What you need to do → Go through the entries below and tally the lines holding "RAINBOW"; please reply with the number only.
::: Records :::
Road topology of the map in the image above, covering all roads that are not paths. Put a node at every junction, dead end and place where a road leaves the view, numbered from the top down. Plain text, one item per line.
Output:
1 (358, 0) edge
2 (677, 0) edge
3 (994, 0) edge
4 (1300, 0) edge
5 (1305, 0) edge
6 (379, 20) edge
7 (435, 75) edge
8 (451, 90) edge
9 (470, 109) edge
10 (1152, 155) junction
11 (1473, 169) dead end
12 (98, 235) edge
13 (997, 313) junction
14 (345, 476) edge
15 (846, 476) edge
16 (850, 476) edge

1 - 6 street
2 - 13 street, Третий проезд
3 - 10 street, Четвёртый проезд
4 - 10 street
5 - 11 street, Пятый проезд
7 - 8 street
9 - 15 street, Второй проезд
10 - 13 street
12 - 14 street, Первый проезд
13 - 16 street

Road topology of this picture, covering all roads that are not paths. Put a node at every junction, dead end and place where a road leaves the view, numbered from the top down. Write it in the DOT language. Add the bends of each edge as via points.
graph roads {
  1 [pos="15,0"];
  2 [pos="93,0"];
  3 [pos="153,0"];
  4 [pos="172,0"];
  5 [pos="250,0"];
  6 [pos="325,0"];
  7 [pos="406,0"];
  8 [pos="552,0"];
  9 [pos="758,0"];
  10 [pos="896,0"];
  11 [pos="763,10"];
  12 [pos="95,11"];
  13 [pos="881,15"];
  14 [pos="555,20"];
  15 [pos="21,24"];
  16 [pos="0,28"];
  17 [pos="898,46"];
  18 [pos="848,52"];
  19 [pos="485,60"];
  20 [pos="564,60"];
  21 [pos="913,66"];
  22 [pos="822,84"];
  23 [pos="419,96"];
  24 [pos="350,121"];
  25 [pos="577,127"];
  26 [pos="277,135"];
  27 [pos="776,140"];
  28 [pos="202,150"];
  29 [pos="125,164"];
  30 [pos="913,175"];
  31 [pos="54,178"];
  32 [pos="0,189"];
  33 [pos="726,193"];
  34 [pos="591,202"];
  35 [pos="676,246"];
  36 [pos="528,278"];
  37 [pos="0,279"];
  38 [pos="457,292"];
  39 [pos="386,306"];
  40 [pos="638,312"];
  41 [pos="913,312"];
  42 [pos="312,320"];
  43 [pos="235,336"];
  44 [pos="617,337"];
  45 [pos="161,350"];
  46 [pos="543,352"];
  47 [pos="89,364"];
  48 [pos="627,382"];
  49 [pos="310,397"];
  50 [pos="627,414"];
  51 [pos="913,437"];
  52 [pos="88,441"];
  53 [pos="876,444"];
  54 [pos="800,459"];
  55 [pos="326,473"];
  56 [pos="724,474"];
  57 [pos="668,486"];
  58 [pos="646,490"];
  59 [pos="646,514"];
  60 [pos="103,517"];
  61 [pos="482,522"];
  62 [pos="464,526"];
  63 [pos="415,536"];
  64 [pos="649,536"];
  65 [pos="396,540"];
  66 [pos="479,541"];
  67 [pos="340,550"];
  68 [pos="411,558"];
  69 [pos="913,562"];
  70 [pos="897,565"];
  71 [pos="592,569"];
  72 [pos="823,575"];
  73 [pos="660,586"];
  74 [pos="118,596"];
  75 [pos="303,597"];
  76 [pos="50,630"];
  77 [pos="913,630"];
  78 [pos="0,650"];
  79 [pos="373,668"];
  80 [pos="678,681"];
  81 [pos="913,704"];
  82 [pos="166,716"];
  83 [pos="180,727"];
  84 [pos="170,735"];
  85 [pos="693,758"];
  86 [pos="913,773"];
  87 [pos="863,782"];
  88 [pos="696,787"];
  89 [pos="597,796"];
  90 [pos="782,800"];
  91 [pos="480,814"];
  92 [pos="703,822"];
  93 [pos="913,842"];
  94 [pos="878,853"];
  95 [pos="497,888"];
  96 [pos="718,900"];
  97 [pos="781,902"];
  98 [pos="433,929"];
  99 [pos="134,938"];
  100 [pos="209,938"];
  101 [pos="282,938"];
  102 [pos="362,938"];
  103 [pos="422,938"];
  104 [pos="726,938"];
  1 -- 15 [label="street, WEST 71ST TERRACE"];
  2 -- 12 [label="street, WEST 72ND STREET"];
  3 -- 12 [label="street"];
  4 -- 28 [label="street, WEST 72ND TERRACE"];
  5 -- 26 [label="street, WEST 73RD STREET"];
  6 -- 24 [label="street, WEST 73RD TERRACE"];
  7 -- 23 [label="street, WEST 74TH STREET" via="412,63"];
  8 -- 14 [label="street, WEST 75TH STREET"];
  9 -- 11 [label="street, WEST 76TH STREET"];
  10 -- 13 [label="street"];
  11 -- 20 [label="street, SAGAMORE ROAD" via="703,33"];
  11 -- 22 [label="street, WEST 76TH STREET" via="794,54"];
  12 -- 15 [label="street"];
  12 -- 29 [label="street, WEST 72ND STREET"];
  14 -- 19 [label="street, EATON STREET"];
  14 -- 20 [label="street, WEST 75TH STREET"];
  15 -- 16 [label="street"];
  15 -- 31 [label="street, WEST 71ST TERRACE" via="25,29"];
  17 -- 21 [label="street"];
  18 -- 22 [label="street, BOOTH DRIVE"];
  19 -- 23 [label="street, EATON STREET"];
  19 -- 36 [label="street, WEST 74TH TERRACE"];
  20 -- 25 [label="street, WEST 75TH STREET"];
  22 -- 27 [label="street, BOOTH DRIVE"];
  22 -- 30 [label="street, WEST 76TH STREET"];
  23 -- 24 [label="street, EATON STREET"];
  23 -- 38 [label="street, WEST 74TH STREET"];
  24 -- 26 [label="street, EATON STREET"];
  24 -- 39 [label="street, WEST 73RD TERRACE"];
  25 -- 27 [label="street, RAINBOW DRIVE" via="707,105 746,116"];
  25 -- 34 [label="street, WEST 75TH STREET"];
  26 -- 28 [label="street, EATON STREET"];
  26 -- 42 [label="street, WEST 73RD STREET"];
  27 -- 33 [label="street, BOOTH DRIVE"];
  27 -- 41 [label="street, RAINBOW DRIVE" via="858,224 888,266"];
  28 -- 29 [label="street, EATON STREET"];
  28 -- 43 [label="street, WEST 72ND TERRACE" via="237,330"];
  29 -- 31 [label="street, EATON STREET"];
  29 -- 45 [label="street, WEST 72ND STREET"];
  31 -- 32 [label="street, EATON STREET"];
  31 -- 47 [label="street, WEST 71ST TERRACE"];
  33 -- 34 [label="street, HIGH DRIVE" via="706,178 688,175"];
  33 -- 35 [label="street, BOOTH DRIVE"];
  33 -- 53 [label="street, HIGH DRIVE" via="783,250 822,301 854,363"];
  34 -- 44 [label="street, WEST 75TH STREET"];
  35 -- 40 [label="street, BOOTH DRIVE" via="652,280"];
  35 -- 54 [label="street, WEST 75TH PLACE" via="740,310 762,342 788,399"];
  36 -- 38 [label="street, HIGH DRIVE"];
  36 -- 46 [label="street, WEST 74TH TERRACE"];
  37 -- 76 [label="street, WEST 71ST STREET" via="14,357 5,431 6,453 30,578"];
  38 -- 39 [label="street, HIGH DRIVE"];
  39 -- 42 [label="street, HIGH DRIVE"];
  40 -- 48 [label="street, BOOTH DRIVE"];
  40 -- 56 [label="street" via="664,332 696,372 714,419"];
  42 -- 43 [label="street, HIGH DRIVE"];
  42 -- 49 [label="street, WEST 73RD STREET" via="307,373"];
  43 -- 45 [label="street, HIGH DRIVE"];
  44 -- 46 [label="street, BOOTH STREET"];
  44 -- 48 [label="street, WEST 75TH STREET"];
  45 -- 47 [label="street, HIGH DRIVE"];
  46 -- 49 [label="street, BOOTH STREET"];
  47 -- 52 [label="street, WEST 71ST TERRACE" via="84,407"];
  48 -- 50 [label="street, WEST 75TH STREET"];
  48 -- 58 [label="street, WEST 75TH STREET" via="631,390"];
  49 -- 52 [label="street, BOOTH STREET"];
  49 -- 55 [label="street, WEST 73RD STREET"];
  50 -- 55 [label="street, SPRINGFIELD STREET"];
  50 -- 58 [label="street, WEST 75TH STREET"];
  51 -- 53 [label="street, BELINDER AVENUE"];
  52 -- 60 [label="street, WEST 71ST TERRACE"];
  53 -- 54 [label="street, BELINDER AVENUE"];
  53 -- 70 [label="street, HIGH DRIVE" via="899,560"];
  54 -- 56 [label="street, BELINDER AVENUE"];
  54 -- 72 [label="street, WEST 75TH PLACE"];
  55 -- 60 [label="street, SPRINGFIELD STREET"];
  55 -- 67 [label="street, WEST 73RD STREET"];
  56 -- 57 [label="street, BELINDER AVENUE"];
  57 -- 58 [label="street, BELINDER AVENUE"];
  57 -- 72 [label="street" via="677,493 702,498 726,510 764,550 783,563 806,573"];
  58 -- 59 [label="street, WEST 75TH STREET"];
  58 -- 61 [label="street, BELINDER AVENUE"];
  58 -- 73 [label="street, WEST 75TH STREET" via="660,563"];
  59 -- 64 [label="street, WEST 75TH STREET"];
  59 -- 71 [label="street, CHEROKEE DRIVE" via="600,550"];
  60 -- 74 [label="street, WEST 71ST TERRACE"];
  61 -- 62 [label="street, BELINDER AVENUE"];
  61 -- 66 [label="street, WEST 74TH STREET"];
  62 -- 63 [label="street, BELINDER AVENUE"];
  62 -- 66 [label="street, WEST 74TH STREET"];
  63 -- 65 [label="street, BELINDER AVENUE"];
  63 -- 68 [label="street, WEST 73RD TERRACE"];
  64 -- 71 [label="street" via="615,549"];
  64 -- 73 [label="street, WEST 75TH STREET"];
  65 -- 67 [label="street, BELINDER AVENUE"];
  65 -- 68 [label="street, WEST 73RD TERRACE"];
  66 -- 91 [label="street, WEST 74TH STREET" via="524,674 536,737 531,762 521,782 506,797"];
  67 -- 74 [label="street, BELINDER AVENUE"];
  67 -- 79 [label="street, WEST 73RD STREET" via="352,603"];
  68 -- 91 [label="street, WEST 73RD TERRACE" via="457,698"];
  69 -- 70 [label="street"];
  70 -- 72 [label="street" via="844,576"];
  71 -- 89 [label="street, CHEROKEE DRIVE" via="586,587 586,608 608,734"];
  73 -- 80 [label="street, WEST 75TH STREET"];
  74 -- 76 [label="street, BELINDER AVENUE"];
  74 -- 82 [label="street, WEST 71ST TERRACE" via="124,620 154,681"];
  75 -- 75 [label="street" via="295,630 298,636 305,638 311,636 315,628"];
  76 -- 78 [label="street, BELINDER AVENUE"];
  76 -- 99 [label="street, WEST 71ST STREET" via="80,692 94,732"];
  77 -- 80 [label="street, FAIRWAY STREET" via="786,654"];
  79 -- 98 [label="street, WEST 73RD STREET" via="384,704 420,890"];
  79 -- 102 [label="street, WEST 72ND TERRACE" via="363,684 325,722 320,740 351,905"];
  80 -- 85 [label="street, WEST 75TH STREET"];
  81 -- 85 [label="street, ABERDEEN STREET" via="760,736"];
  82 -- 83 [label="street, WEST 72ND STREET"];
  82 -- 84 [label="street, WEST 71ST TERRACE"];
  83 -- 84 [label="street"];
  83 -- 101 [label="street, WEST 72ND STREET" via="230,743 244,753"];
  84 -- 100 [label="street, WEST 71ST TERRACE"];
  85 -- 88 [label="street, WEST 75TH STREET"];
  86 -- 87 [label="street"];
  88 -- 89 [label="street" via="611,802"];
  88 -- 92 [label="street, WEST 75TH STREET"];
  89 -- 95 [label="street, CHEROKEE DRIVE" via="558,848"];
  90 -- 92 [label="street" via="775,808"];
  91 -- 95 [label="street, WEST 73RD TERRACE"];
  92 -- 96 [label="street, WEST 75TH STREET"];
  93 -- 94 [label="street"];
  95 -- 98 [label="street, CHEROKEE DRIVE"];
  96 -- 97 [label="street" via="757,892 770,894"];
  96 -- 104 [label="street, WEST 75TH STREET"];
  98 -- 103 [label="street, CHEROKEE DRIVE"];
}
:::
Task output → 2